Exercise: Go through the data below and return each line containing the word "Drive".
......
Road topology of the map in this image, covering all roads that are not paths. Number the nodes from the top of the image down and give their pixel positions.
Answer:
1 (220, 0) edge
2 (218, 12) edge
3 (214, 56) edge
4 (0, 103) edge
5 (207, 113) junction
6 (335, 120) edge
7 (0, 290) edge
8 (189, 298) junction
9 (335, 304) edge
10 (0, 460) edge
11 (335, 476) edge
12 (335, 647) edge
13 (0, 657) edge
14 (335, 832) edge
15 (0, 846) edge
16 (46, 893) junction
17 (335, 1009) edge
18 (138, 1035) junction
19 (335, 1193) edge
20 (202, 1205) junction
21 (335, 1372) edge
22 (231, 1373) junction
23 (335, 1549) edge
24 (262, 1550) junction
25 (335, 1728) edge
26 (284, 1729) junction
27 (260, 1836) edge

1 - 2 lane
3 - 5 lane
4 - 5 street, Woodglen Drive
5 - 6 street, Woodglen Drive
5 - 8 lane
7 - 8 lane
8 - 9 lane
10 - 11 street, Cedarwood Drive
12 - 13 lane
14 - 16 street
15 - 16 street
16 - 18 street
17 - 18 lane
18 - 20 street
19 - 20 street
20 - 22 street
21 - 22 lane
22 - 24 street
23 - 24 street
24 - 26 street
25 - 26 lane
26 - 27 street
......
Response area:
4 - 5 street, Woodglen Drive
5 - 6 street, Woodglen Drive
10 - 11 street, Cedarwood Drive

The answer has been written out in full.